II. Post Termination Rights
Upon termination of this Agreement, howsoever caused:
(a). the Seller shall ensure that all outstanding invoices are processed and sent to the Purchaser; and
(b). the Purchaser shall ensure that all invoices provided by the Seller under this Agreement are paid in accordance with the timeframes as defined in the relevant subsection above (Payment); and
(c). each party must ensure that they return to the other party all materials and equipment which have been provided to them under this Agreement within ten Business Days of the termination; and
(d). all rights and liabilities properly accrued by both parties under the Agreement shall survive termination; and
(e). the following sections shall survive the termination:
(i). the relevant section relating to the service of documents (Notices), save in the case of any litigation or arbitration; and
(ii). the relevant section relating to the liability of the parties (Liability); and
(iii). the relevant section relating to the confidentiality obligations of the parties (Confidentiality); and
(iv). the relevant subsections relating to Severance, Third Party Rights and Waivers; and
(v). the relevant subsections relating to the Jurisdiction and Governing Law of the Agreement; and
(vi). all relevant parts setting out the data protection obligations of the parties.
9. Liability
I. Limitations
Any liability under this Agreement shall, subject to the provisions set out in the subsection (Unlimited Liabilities) below, be subject to the following limitations:
(a). the liability of the Seller shall be limited to the total amount of: £________ (________); and
(b). the liability of the Purchaser shall be limited to the total amount of: £________ (________); and
(c). neither party will be liable to the other party for any consequential, indirect or special losses; and
(d). neither party will be liable to the other party for any direct or indirect:
(i). loss of profit; or
(ii). loss of sales or business; or
(iii). loss of data, information or software; or
(iv). damage to reputation; or
(v). loss of goodwill.
II. Unlimited Liabilities
The limitations set out in the subsection (Limitations) above shall not be applicable:
(a). for any liability which cannot lawfully be limited or excluded. This includes any liability incurred for:
(i). death or personal injury arising by way of negligence; or
(ii). fraud or fraudulent misrepresentation; or
(iii). any breach of the Consumer Protection Act 1987; or
(iv). any breach of the obligations implied by section 12 of the Sale of Goods Act 1979 (as amended).
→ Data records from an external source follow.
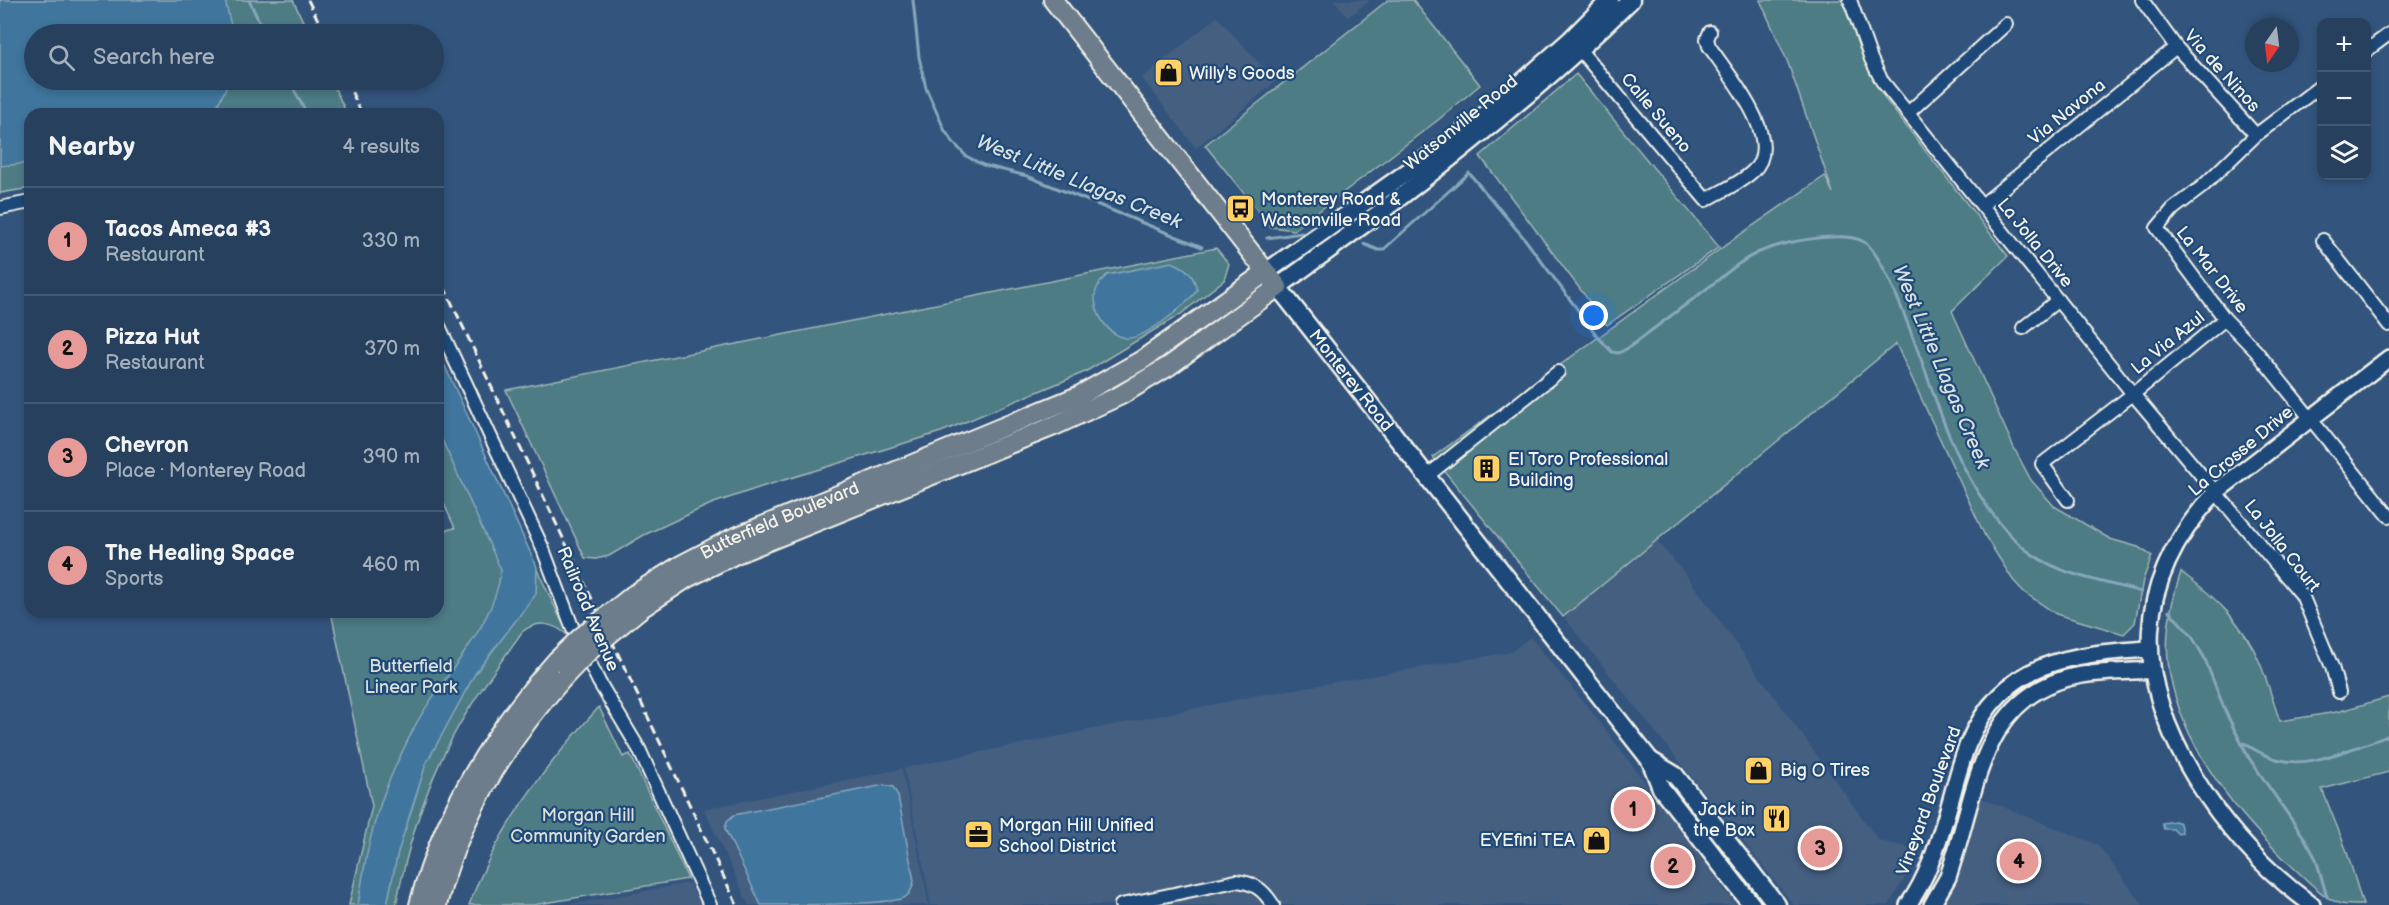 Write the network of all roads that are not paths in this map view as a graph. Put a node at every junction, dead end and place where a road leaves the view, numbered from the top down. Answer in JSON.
{"nodes":[{"id":1,"x":1053,"y":0,"type":"edge"},
{"id":2,"x":1610,"y":0,"type":"edge"},
{"id":3,"x":1630,"y":0,"type":"edge"},
{"id":4,"x":1850,"y":0,"type":"edge"},
{"id":5,"x":2142,"y":0,"type":"edge"},
{"id":6,"x":2006,"y":24,"type":"dead end"},
{"id":7,"x":1710,"y":33,"type":"dead end"},
{"id":8,"x":2389,"y":34,"type":"edge"},
{"id":9,"x":2176,"y":47,"type":"junction"},
{"id":10,"x":2371,"y":48,"type":"edge"},
{"id":11,"x":1579,"y":49,"type":"junction"},
{"id":12,"x":2317,"y":89,"type":"edge"},
{"id":13,"x":1908,"y":113,"type":"junction"},
{"id":14,"x":2256,"y":135,"type":"junction"},
{"id":15,"x":24,"y":203,"type":"edge"},
{"id":16,"x":1982,"y":205,"type":"junction"},
{"id":17,"x":0,"y":208,"type":"edge"},
{"id":18,"x":2323,"y":240,"type":"dead end"},
{"id":19,"x":1266,"y":272,"type":"junction"},
{"id":20,"x":1278,"y":287,"type":"junction"},
{"id":21,"x":2058,"y":300,"type":"junction"},
{"id":22,"x":2225,"y":319,"type":"junction"},
{"id":23,"x":2389,"y":325,"type":"edge"},
{"id":24,"x":2023,"y":328,"type":"dead end"},
{"id":25,"x":444,"y":337,"type":"edge"},
{"id":26,"x":2389,"y":358,"type":"edge"},
{"id":27,"x":1558,"y":372,"type":"dead end"},
{"id":28,"x":2133,"y":394,"type":"junction"},
{"id":29,"x":2311,"y":418,"type":"junction"},
{"id":30,"x":1427,"y":476,"type":"junction"},
{"id":31,"x":2216,"y":492,"type":"junction"},
{"id":32,"x":2068,"y":500,"type":"dead end"},
{"id":33,"x":2389,"y":516,"type":"edge"},
{"id":34,"x":636,"y":602,"type":"junction"},
{"id":35,"x":2150,"y":649,"type":"junction"},
{"id":36,"x":560,"y":669,"type":"junction"},
{"id":37,"x":2151,"y":670,"type":"junction"},
{"id":38,"x":2339,"y":692,"type":"dead end"},
{"id":39,"x":1650,"y":760,"type":"junction"},
{"id":40,"x":419,"y":905,"type":"edge"},
{"id":41,"x":437,"y":905,"type":"edge"},
{"id":42,"x":710,"y":905,"type":"edge"},
{"id":43,"x":1121,"y":905,"type":"edge"},
{"id":44,"x":1273,"y":905,"type":"edge"},
{"id":45,"x":1752,"y":905,"type":"edge"},
{"id":46,"x":1777,"y":905,"type":"edge"},
{"id":47,"x":1908,"y":905,"type":"edge"},
{"id":48,"x":1932,"y":905,"type":"edge"},
{"id":49,"x":2312,"y":905,"type":"edge"}],
"edges":[{"from":1,"to":19,"type":"main road","name":"Monterey Road"},
{"from":2,"to":19,"type":"main road","name":"Watsonville Road"},
{"from":3,"to":11,"type":"main road","name":"Watsonville Road"},
{"from":4,"to":13,"type":"street","name":"La Jolla Drive"},
{"from":5,"to":9,"type":"street","name":"Via de Ninos"},
{"from":6,"to":13,"type":"street"},
{"from":7,"to":11,"type":"street","name":"Calle Sueno"},
{"from":8,"to":10,"type":"street"},
{"from":9,"to":14,"type":"street","name":"Via de Ninos"},
{"from":9,"to":16,"type":"street","name":"Via Navona"},
{"from":11,"to":20,"type":"main road","name":"Watsonville Road"},
{"from":12,"to":14,"type":"street","name":"La Mar Drive"},
{"from":13,"to":16,"type":"street","name":"La Jolla Drive"},
{"from":14,"to":22,"type":"street","name":"La Mar Drive"},
{"from":15,"to":17,"type":"street"},
{"from":16,"to":21,"type":"street","name":"La Jolla Drive"},
{"from":18,"to":23,"type":"street"},
{"from":19,"to":20,"type":"main road","name":"Monterey Road"},
{"from":19,"to":34,"type":"main road","name":"Butterfield Boulevard"},
{"from":20,"to":30,"type":"main road","name":"Monterey Road"},
{"from":20,"to":34,"type":"main road","name":"Butterfield Boulevard"},
{"from":21,"to":24,"type":"street"},
{"from":21,"to":28,"type":"street","name":"La Jolla Drive"},
{"from":22,"to":28,"type":"street","name":"La Via Azul"},
{"from":22,"to":29,"type":"street","name":"La Mar Drive"},
{"from":25,"to":42,"type":"street","name":"Railroad Avenue"},
{"from":26,"to":29,"type":"street","name":"La Crosse Drive"},
{"from":27,"to":30,"type":"street"},
{"from":28,"to":31,"type":"street","name":"La Jolla Drive"},
{"from":28,"to":32,"type":"street","name":"La Via Azul"},
{"from":29,"to":31,"type":"street","name":"La Crosse Drive"},
{"from":29,"to":33,"type":"street","name":"La Mar Drive"},
{"from":30,"to":39,"type":"main road","name":"Monterey Road"},
{"from":31,"to":35,"type":"street","name":"La Crosse Drive"},
{"from":31,"to":38,"type":"street","name":"La Jolla Court"},
{"from":34,"to":36,"type":"main road","name":"Butterfield Boulevard","bridge":true},
{"from":35,"to":37,"type":"street","name":"La Crosse Drive"},
{"from":35,"to":47,"type":"street","name":"Vineyard Boulevard"},
{"from":36,"to":40,"type":"main road","name":"Butterfield Boulevard"},
{"from":36,"to":41,"type":"main road","name":"Butterfield Boulevard"},
{"from":37,"to":48,"type":"street","name":"Vineyard Boulevard"},
{"from":37,"to":49,"type":"street","name":"La Crosse Drive"},
{"from":39,"to":45,"type":"main road","name":"Monterey Road"},
{"from":39,"to":46,"type":"main road","name":"Monterey Road"},
{"from":43,"to":44,"type":"street"}]}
(b). where one party incurs a loss as a result of the other party's wilful misconduct; or
(c). in relation to any payments, debts and interest due by the Purchaser in accordance with the relevant subsection (Payment) above.
III. Force Majeure
Where either party is unable to perform its obligations under the Agreement as a result of an event which constitutes a Force Majeure:
(a). it shall not be liable in respect of those obligations and any such failure to perform in respect of the Agreement shall not constitute a breach of contract; and
(b). the affected party must, within five Business Days from the start of the event, provide a notice to the other party:
(i). setting out the details of the Force Majeure event; and
(ii). providing a revised timeframe within which the affected party shall be able to fulfil its obligations.
IV. Indemnity
The Seller shall indemnify the Purchaser against:
(a). all liability relating to any Intellectual Property claim made by a third party in relation to the Goods; and
(b). any claim made against the Purchaser by a third party relating to a fault, defect or harm caused by the Goods which has arisen as a result of the Seller's failure to meet the terms of this Agreement; and
(c). any claim made against the Purchaser by a third party relating to a fault, defect or harm caused by the Goods which has arisen as a result of the Seller's failure to meet the applicable standards of the Goods as required by all relevant laws and regulatory requirements; and
(d). in the event that any such claim is made as described in this subsection, the Purchaser must:
(i). notify the Seller in writing (together with all relevant documentation) within two Business Days; and
(ii). provide the Seller with all reasonable assistance and relevant information to enable the Seller to respond to and deal with all matters in relation to the claim.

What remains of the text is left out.